Il progetto calcola la quota di popolazione in grado di raggiungere in 15 minuti a piedi almeno un negozio della grande distribuzione organizzata (iper e supermercati, discount e minimarket) o del piccolo commercio al dettaglio. La provincia di Perugia è quart’ultima tra tutte quelle del Centro Italia. Peggio fanno solo Frosinone, Siena e Rieti. Perugia si posiziona al numero 98 su 108 province, Terni si piazza invece 74esima.

In pratica, solo un umbro su tre (soprattutto in provincia di Perugia) può fare spesa raggiungendo a piedi in un quarto d’ora un esercizio nella grande distribuzione. Mentre, per quanto riguarda i negozi di prossimità, vi si può recare nello stesso tempo solo uno su quattro.

Il passaggio generazionale e la desertificazione dei negozi più piccoli in prospettiva decennale

La strutturale caduta degli addetti familiari non è più compensata, come avveniva negli anni scorsi, dall’aumento degli addetti dipendenti, che lavorano nell’impresa e non fanno parte della famiglia. L’imprenditore e i suoi familiari, parenti entro il terzo grado e gli affini entro il secondo grado del titolare dell’impresa, si riducono per la chiusura dei negozi più piccoli. Se ne sono persi in un anno altri 585.

La flessione dell’occupazione del commercio in Umbria si concentra in provincia di Perugia. Dove sono stati persi 291 addetti familiari e 266 addetti dipendenti, per un calo totale di 557 addetti. Mentre in provincia di Terni gli addetti familiari tengono (+5) e quelli dipendenti crescono di 165, per una crescita totale di 170 addetti.
Il trend ultradecennale, come detto, vede sparire soprattutto gli esercizi più piccoli. Questi, considerando gli esercizi fino a un addetto, sia familiari che non, sono scesi nel secondo trimestre 2024, rispetto allo stesso periodo 2023, di 585 unità. Con una contrazione di ben il 4,7%. La riduzione, peraltro, nell’ultimo anno è stata severa per i negozi in cui lavora solo il titolare, che sono scesi di ben il 23,6% (-455 esercizi).

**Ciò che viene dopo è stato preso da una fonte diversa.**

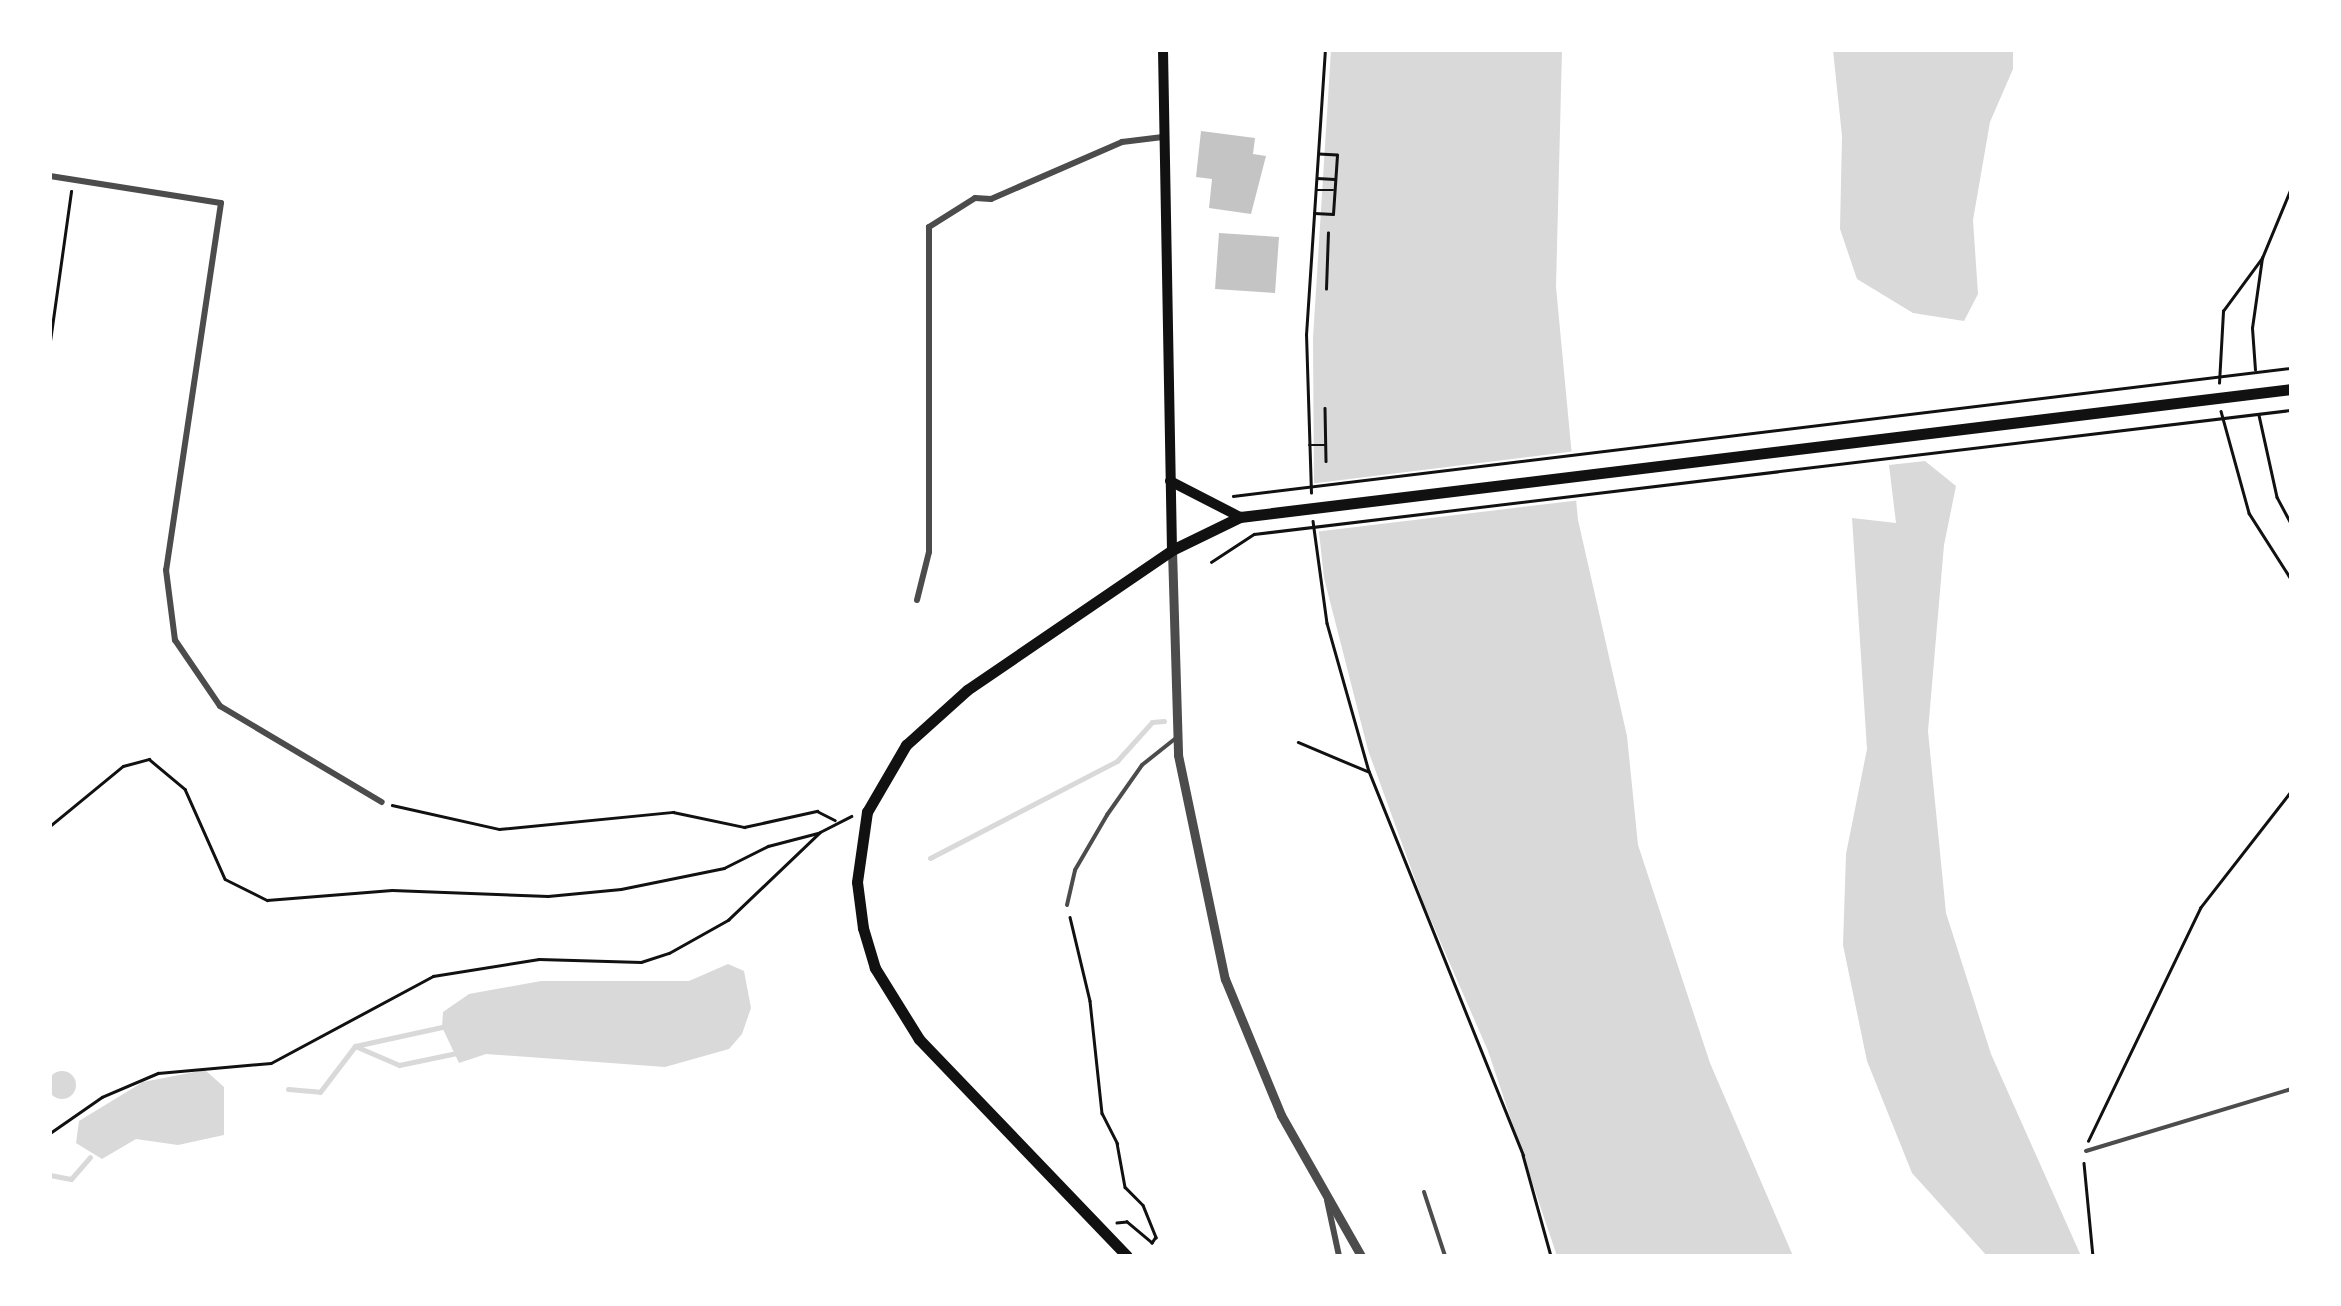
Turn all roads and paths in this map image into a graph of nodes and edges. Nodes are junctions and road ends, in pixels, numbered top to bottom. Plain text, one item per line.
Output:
1 (1163, 50) edge
2 (1325, 50) edge
3 (1165, 136) junction
4 (1317, 154) junction
5 (50, 176) edge
6 (1315, 178) junction
7 (72, 179) junction
8 (1336, 179) junction
9 (2291, 188) edge
10 (1314, 190) junction
11 (1335, 190) junction
12 (1312, 213) junction
13 (1328, 233) dead end
14 (1311, 239) junction
15 (1327, 240) junction
16 (2262, 258) junction
17 (1310, 284) junction
18 (50, 342) edge
19 (2291, 368) edge
20 (2255, 373) junction
21 (2219, 389) dead end
22 (2291, 390) edge
23 (2220, 406) dead end
24 (1324, 408) dead end
25 (2291, 410) edge
26 (2259, 412) junction
27 (1326, 445) dead end
28 (1308, 446) junction
29 (1326, 461) dead end
30 (1170, 481) junction
31 (1248, 494) dead end
32 (1246, 516) junction
33 (2291, 523) edge
34 (1172, 550) junction
35 (1212, 562) dead end
36 (2291, 579) edge
37 (916, 600) dead end
38 (1176, 738) junction
39 (1298, 742) dead end
40 (1368, 771) junction
41 (2291, 791) edge
42 (382, 802) joint
43 (50, 826) edge
44 (820, 832) junction
45 (1068, 905) joint
46 (2291, 1089) edge
47 (50, 1134) edge
48 (2086, 1151) junction
49 (1424, 1192) dead end
50 (1327, 1198) junction
51 (1100, 1224) junction
52 (1127, 1256) edge
53 (1338, 1256) edge
54 (1361, 1256) edge
55 (1444, 1256) edge
56 (1551, 1256) edge
57 (2093, 1256) edge

1 - 3 main road
2 - 4 path
3 - 30 main road
3 - 37 street
4 - 6 path
4 - 8 path
5 - 7 street
6 - 8 path
6 - 10 path
7 - 18 path
7 - 42 street
8 - 11 path
9 - 16 path
10 - 11 path
10 - 12 path
11 - 12 path
12 - 14 path
13 - 15 path
14 - 15 path
14 - 17 path
15 - 17 path
16 - 20 path
16 - 21 path
17 - 28 path
19 - 20 path
20 - 31 path
22 - 32 main road
23 - 36 path
24 - 29 path
25 - 26 path
26 - 33 path
26 - 35 path
27 - 28 path
28 - 40 path
30 - 32 main road
30 - 34 main road
32 - 34 main road
34 - 38 street
34 - 51 main road
38 - 45 lane
38 - 50 street
39 - 40 path
40 - 56 path
41 - 48 path
42 - 44 path
43 - 44 path
44 - 47 path
45 - 51 path
46 - 48 lane
48 - 57 path
49 - 55 lane
50 - 53 street
50 - 54 street
51 - 52 main road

Da notare che le otto imprese con oltre 500 dipendenti operanti in Umbria occupano da sole 9.663 addetti dipendenti, il 16,8% del totale degli addetti del commercio nella regione.

Da considerare anche che alcuni numeri del report fanno pensare a particolari problemi di passaggio generazionale nel settore umbro del commercio. Ad esempio, il fatto che, nel decennio, il numero delle imprese in cui lavora il solo titolare tiene bene (passano da 1.405 a 1.474). Contrariamente a quanto avviene per le altri classi dimensionali delle piccole e micro imprese, si può spiegare con il fatto che il titolare che aveva prima in bottega uno o due familiari è rimasto da solo a continuare l’attività perché magari i figli hanno preso altre strade e non si profila alcuna nuova sostituzione.

Mencaroni (Camera di commercio dell’umbria): “Commercio in trasformazione, la crescita si è fermata”

La trasformazione del commercio in Umbria emerge con chiarezza dal report dell’Ente camerale – dice Giorgio Mencaroni, Presidente della Camera di Commercio dell’Umbria -. Nel 2024, si registra una battuta d’arresto soprattutto a Perugia, dopo la crescita degli anni scorsi. Il punto strategico chiave è comunque, a livello regionale umbro, una programmazione che accompagni tale trasformazione . Garantendo la libera concorrenza ma tutelando anche alcuni presidi, a partire dagli esercizi commerciali di prossimità. Questi esercizi servono, in particolare per gli anziani e altre categorie fragili. Perdendoli di mina la coesione sociale e la vivibilità dei territori“.

Secondo Mencaroni, tra i motivi dell’affanno registrato in provincia di Perugia e che in manda in negativo il risultato regionale nonostante la crescita registrata nel Ternano, potrebbe esserci la fine della coda della forte ripresa post Covid e la conseguente decelerazione della crescita economica e dei consumi.

È fondamentale – conclude il Presidente – una pianificazione urbanistica che porti a concretizzare l’obiettivo La città a 15 minuti. Ossia un modello di pianificazione urbanistica che abbia come obiettivo quello di migliorare la qualità della vita delle persone. Dando loro modo di gestire al meglio tempo e risorse. Su questo in Umbria c’è ancora molto da lavorare”.